Respecto de la pensión alimenticia a cargo de uno de los progenitores en el sistema de guarda y custodia compartida, el Tribunal Supremo ha reiterado que, en principio, el régimen de guarda y custodia compartida conlleva que cada progenitor, con ingresos propios, atienda directamente los alimentos cuando tenga consigo al hijo, si bien, cuando existen diferencias sustanciales en los ingresos y recursos de uno con respecto al otro y no es posible cumplir la regla de atemperar los alimentos a las necesidades de los hijos y recursos de los padres - artículo 93 CC-, especialmente en el momento en que los hijos permanecen bajo la custodia del menos favorecido, determina que el mas favorecido vendrá obligado a satisfacer pensión alimenticia al otro ( STS 26 Junio 2015, 16 y 21 de Septiembre de 2016)
En el caso enjuiciado no ha quedado acreditado que exista diferencias sustanciales en los ingresos y recursos de un progenitor con respecto al otro, por lo que ha de aplicarse la regla general de que cada progenitor, con sus ingresos propios, atienda directamente los alimentos cuando tenga consigo a la hija . Queda extinguida, por lo tanto, la obligación alimenticia del padre respecto de la menor establecida en la sentencia recurrida.
Fallo
- Las recogidas de la menor serán los viernes a la salida del centro escolar. En el caso de que el viernes sea un día no lectivo, la recogida de la menor se hará en el domicilio del progenitor que tenga a la menor en su compañía a las 10:00 h.

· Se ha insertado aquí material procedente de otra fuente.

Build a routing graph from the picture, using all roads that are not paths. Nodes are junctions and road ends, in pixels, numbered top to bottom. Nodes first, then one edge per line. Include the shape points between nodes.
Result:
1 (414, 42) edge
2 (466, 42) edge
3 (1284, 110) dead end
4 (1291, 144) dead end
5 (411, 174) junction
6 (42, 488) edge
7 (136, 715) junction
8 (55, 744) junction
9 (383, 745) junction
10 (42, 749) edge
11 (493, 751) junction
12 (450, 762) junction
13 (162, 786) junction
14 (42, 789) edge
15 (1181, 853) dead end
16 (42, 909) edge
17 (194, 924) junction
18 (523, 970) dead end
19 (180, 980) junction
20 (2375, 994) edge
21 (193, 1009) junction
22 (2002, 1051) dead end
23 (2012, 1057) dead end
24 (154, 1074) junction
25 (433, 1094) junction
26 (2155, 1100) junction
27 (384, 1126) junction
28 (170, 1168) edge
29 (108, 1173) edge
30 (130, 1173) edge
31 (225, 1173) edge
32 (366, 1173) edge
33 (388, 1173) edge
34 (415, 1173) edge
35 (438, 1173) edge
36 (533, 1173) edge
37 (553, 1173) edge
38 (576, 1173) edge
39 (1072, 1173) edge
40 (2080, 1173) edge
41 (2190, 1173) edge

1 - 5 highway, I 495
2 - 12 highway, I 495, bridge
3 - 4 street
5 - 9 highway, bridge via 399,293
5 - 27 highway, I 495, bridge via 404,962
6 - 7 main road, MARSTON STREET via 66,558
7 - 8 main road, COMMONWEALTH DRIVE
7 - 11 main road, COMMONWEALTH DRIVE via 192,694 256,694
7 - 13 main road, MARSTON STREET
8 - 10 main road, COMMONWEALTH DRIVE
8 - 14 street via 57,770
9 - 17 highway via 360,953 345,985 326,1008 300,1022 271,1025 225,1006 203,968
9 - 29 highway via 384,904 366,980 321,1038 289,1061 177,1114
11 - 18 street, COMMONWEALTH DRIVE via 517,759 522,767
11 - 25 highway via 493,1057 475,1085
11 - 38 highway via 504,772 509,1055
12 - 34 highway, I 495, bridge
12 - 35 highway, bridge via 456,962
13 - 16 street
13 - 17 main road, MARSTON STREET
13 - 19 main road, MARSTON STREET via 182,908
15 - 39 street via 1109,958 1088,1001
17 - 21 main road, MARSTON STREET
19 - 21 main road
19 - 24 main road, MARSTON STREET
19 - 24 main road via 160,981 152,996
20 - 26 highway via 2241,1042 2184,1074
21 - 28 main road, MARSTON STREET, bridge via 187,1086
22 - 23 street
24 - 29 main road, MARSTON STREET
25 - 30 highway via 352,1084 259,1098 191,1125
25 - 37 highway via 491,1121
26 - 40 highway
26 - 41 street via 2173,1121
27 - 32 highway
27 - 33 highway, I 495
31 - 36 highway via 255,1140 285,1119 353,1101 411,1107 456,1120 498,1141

- Se establece una visita intersemanal del progenitor que esa semana no tenga consigo a la menor, que será los miércoles desde la salida del colegio, (y en caso de que sea no lectivo desde las 14:00 h) hasta las 19.30 h que será reintegrada al domicilio del progenitor que tenga la custodia en esa semana.
a) los gastos comunes de la hija referidos a vestido, calzado y educación, estando incluidos en estos últimos los libros, uniformes, material escolar y matrículas, y la realización de actividades extraescolares;
b) los gastos extraordinarios de la menor, debidamente justificados, considerando como tales los que cumplan sus requisitos y puedan surgir, los que se derivan de enfermedades, ortodoncia u otros tratamientos sanitarios o estéticos, siempre que su necesidad o conveniencia se acredite, y aquellos otros gastos que no se encuadren entre las actividades cotidianas o normales que la menor desarrolle, siempre dentro de las posibilidades de los padres y con consentimiento de los mismos.
Contra la presente Sentencia no cabe recurso ordinario alguno y cabrían los recursos de casación y extraordinario por infracción procesal conforme al Acuerdo sobre criterios de admisión relativo a dichos recursos, adoptado por los Magistrados de la Sala Primera del Tribunal Supremo, en Pleno no Jurisdiccional de 27 de enero de 2017.
Así por ésta, nuestra Sentencia, definitivamente juzgando, lo pronunciamos, mandamos y firmamos.